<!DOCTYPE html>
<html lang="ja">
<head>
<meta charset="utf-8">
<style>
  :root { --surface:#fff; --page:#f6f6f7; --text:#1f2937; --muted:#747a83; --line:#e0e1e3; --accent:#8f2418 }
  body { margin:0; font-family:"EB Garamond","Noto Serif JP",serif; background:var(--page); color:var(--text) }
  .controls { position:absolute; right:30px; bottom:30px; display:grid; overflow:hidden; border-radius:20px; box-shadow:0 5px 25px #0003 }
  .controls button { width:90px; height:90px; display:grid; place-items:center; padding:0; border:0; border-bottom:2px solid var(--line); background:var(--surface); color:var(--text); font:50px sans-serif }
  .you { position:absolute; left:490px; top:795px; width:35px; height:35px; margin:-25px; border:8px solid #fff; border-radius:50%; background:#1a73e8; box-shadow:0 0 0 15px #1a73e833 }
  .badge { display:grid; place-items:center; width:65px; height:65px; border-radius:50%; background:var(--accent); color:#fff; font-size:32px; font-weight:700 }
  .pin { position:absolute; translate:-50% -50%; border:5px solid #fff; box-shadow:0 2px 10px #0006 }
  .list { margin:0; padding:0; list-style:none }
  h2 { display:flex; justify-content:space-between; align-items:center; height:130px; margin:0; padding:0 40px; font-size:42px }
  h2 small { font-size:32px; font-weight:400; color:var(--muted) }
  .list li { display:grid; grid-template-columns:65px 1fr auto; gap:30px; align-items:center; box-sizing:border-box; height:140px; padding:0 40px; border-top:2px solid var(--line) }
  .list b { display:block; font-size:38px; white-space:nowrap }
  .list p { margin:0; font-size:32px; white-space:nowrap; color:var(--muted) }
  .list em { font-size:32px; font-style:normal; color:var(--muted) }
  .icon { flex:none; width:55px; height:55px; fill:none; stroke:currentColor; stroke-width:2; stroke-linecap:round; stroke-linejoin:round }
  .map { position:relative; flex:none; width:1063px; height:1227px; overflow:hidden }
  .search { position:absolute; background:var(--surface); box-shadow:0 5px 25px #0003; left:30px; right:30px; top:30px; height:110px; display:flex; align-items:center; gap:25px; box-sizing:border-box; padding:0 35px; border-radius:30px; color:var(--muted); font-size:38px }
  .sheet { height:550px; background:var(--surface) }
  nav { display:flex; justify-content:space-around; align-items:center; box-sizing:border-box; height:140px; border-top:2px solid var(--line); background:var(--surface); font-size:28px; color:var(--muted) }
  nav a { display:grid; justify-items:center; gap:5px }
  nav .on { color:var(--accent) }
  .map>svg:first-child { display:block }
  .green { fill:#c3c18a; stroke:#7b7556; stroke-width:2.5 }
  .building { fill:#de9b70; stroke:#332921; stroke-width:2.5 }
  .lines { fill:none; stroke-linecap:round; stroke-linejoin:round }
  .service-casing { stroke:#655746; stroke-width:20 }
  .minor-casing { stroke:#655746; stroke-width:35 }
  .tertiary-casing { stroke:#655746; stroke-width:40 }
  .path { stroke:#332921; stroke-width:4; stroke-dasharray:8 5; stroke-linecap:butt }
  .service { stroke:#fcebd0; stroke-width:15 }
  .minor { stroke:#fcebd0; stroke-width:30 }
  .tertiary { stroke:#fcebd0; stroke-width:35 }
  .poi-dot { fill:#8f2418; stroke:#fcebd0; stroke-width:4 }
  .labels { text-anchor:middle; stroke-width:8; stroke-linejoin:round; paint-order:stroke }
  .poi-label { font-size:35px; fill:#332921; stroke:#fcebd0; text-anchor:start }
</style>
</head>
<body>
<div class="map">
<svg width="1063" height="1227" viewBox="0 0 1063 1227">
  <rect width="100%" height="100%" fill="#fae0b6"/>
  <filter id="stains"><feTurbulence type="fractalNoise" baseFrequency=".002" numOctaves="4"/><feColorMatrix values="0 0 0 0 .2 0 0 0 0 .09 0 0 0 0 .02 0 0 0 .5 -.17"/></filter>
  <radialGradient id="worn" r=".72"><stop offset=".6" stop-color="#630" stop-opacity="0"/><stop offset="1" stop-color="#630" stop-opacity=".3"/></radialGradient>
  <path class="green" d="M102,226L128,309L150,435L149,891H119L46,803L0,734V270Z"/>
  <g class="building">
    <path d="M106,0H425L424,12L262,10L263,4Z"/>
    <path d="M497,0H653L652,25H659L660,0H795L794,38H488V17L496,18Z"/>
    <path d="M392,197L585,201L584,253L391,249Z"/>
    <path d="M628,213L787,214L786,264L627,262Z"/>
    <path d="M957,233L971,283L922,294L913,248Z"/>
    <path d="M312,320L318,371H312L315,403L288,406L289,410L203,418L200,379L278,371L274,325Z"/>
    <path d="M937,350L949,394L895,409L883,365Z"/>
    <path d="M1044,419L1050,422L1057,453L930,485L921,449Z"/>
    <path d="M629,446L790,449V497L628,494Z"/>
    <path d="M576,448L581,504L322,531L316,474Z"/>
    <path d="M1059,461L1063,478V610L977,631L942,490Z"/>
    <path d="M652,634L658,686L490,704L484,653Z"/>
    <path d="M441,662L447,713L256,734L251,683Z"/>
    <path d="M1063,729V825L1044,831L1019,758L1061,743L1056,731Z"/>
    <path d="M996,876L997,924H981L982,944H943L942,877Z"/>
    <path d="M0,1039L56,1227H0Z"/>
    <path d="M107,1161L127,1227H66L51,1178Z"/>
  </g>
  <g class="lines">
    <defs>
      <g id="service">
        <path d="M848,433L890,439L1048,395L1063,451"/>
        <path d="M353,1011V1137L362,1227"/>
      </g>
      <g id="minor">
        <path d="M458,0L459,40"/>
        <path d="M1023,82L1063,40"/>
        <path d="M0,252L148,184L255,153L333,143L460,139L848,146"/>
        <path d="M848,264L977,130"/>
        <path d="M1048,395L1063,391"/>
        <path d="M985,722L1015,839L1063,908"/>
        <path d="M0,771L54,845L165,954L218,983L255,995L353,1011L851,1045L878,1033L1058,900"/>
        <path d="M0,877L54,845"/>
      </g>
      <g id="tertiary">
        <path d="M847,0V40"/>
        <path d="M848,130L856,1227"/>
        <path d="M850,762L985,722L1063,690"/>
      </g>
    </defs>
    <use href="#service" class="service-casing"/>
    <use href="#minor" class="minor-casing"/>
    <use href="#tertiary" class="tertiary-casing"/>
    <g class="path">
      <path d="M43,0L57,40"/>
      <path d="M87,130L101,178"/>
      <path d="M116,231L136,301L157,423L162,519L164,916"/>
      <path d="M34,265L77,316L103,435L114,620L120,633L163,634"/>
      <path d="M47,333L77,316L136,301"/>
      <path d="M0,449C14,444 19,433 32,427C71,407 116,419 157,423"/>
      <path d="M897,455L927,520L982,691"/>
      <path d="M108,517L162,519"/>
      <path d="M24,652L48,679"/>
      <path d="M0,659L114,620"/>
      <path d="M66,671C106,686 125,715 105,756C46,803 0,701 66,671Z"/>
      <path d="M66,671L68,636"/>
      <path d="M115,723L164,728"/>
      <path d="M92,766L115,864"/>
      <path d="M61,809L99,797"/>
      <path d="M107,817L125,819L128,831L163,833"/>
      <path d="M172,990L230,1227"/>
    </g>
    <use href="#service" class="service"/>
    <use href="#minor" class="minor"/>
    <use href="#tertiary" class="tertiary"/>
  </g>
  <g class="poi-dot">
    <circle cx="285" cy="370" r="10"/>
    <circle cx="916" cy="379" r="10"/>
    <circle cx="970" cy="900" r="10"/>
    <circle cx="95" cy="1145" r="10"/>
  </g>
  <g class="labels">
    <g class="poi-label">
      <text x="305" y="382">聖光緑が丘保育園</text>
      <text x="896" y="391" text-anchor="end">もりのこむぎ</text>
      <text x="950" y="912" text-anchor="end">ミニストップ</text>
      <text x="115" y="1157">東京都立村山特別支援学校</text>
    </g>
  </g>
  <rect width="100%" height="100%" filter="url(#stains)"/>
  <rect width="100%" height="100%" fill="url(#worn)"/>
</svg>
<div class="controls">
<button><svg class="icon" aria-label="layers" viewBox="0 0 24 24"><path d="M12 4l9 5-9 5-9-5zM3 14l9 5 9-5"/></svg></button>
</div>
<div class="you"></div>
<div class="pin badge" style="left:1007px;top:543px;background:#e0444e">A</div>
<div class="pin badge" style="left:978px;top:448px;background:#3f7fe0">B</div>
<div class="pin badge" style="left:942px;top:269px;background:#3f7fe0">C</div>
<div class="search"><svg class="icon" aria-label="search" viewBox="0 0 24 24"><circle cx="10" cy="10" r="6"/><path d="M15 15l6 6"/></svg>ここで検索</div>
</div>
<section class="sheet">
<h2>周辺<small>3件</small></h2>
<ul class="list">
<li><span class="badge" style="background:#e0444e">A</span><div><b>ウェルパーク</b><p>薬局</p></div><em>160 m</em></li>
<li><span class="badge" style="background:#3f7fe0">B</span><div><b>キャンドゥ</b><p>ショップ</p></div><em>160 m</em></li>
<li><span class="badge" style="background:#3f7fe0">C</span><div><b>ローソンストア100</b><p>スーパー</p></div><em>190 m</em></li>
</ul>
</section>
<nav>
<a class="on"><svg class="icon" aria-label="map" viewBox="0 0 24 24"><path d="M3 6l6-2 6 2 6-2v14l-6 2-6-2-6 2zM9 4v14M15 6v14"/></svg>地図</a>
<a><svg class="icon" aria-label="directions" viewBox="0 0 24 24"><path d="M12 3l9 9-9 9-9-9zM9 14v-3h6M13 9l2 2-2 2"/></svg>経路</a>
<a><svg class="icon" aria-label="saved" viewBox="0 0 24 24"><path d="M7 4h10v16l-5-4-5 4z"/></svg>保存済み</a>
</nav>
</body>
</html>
+ + + + +
Work to be completed:
Search the records for the word "list" and copy every line where it occurs.

Finished task:
  .list { margin:0; padding:0; list-style:none }
  .list li { display:grid; grid-template-columns:65px 1fr auto; gap:30px; align-items:center; box-sizing:border-box; height:140px; padding:0 40px; border-top:2px solid var(--line) }
  .list b { display:block; font-size:38px; white-space:nowrap }
  .list p { margin:0; font-size:32px; white-space:nowrap; color:var(--muted) }
  .list em { font-size:32px; font-style:normal; color:var(--muted) }
<ul class="list">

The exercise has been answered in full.